Start of Block

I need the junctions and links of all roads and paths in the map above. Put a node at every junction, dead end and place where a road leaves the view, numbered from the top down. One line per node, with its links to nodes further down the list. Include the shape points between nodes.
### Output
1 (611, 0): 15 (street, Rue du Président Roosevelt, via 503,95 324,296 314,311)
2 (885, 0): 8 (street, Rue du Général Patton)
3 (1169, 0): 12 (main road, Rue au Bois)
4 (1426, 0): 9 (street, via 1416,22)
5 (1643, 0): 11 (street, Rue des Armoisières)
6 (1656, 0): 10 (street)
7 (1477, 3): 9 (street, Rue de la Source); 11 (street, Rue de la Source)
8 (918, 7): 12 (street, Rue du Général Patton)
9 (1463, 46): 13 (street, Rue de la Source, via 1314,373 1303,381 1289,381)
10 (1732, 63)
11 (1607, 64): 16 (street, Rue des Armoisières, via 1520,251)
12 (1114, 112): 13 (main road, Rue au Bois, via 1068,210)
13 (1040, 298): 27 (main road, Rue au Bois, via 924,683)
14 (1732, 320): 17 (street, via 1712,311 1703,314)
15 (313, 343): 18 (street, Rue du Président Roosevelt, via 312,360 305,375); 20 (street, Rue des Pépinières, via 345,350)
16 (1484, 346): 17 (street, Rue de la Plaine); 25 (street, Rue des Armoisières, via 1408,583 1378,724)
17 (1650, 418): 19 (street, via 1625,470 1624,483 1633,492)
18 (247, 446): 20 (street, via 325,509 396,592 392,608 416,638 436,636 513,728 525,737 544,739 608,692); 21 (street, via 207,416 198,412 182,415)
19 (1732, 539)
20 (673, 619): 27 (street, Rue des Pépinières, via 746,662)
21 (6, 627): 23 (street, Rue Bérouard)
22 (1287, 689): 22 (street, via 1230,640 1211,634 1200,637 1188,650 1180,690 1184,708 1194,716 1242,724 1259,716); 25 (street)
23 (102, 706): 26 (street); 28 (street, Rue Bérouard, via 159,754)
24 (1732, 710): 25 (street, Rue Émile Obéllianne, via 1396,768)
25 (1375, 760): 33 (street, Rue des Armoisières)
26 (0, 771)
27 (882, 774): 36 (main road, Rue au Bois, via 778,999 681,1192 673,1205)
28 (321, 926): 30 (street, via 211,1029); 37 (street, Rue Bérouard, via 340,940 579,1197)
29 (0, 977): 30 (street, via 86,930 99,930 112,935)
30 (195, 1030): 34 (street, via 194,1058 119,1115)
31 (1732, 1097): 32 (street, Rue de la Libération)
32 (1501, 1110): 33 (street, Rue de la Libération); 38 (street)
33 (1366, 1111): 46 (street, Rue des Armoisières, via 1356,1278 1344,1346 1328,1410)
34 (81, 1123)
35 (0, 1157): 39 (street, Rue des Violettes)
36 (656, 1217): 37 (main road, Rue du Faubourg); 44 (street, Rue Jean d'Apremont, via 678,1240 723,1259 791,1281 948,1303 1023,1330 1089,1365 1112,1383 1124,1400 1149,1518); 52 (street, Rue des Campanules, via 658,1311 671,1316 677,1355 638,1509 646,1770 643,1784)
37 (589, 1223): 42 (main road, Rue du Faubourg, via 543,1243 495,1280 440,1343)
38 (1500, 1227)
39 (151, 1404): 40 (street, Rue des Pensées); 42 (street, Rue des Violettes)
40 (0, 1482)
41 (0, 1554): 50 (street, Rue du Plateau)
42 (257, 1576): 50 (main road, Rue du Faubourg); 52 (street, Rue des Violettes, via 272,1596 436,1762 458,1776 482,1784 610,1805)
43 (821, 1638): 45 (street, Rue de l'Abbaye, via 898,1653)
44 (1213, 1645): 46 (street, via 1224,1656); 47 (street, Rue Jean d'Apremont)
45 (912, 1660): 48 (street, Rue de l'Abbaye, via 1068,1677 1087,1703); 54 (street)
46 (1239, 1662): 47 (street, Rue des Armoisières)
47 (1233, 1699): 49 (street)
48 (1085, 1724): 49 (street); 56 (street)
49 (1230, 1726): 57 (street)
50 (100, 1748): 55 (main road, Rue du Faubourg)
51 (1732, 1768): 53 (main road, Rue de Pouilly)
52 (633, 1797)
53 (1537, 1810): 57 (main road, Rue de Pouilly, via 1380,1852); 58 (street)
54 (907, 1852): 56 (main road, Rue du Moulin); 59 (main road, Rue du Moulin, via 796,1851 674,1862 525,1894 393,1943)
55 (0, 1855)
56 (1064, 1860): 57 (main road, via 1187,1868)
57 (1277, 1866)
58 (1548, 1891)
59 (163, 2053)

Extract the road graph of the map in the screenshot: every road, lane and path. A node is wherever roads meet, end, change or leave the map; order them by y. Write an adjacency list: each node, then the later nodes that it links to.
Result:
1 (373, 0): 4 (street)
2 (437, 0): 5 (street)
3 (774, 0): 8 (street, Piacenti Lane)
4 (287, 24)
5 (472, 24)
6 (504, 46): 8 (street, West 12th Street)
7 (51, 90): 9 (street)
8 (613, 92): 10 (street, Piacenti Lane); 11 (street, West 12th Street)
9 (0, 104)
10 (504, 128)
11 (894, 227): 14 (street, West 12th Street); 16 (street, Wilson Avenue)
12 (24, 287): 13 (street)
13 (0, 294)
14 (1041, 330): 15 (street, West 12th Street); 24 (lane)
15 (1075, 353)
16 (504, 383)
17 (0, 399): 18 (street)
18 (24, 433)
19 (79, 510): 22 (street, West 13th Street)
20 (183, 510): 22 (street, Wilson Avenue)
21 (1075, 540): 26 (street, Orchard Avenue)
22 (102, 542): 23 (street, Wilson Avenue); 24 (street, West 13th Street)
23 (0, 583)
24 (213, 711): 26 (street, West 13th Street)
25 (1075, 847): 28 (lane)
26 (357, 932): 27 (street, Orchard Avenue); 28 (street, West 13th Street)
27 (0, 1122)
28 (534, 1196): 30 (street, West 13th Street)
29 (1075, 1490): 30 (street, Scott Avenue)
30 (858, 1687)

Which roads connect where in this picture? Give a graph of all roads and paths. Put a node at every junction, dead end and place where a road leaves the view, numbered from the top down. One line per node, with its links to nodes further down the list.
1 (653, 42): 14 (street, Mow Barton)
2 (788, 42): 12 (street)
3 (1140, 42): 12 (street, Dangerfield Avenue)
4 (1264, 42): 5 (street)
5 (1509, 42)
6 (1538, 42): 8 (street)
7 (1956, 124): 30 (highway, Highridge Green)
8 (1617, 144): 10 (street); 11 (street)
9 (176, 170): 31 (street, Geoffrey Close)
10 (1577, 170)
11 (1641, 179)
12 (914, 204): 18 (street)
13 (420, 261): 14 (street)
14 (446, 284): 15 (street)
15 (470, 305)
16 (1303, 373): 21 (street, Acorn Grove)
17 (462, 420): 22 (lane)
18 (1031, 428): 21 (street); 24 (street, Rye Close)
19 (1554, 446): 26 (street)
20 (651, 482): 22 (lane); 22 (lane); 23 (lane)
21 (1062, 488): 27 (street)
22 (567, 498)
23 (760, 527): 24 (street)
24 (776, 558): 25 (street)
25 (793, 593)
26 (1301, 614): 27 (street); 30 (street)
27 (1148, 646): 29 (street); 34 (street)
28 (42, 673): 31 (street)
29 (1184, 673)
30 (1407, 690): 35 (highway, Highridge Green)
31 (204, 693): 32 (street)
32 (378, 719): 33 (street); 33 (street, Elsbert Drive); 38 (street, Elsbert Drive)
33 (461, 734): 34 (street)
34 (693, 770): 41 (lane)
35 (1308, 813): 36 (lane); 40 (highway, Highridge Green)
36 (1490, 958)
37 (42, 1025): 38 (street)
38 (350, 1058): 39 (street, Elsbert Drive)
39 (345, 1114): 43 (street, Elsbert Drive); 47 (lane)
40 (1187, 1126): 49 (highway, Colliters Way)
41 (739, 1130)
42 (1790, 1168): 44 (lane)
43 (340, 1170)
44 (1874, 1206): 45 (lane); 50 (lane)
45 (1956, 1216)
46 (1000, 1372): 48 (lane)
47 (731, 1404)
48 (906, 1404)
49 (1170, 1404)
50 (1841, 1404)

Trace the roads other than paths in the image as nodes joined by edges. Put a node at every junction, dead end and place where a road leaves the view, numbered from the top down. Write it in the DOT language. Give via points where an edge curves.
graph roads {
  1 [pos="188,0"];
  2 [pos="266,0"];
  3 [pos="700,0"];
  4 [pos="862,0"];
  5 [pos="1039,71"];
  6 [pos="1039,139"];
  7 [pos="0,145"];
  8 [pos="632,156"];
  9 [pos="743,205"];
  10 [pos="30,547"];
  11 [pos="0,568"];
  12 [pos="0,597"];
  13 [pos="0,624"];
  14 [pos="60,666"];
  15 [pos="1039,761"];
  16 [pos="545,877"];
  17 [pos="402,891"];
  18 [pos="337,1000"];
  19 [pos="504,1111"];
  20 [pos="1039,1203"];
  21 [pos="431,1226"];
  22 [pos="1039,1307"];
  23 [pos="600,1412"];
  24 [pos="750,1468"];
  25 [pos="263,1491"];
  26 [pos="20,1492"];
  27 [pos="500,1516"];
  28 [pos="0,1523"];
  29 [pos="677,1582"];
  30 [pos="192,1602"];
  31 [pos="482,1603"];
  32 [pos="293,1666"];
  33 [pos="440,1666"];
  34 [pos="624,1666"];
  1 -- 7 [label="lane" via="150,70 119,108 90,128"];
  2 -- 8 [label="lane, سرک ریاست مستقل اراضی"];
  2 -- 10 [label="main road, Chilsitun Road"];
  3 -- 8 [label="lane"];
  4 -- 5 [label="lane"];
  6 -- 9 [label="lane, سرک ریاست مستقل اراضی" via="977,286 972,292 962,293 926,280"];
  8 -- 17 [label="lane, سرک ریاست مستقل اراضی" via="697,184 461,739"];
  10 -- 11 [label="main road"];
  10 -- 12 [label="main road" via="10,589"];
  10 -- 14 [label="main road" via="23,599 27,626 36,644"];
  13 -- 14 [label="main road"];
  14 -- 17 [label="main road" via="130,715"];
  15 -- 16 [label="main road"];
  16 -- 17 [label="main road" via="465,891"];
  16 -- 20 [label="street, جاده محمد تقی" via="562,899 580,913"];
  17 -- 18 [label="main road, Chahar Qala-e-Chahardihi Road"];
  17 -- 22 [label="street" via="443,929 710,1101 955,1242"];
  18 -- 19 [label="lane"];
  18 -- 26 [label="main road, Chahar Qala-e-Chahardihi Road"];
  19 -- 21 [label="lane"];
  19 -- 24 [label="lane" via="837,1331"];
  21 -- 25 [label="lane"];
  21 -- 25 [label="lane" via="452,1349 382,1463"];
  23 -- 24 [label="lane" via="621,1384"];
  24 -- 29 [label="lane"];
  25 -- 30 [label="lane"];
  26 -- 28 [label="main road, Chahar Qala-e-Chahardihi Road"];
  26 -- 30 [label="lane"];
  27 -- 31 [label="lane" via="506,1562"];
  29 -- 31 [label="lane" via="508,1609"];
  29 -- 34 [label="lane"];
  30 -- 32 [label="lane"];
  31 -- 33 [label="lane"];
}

End of Block

**TASK GOAL**
Check each line above for the word "Wilson", and copy the lines where it appears.

**ANSWER SECTION**
11 (894, 227): 14 (street, West 12th Street); 16 (street, Wilson Avenue)
20 (183, 510): 22 (street, Wilson Avenue)
22 (102, 542): 23 (street, Wilson Avenue); 24 (street, West 13th Street)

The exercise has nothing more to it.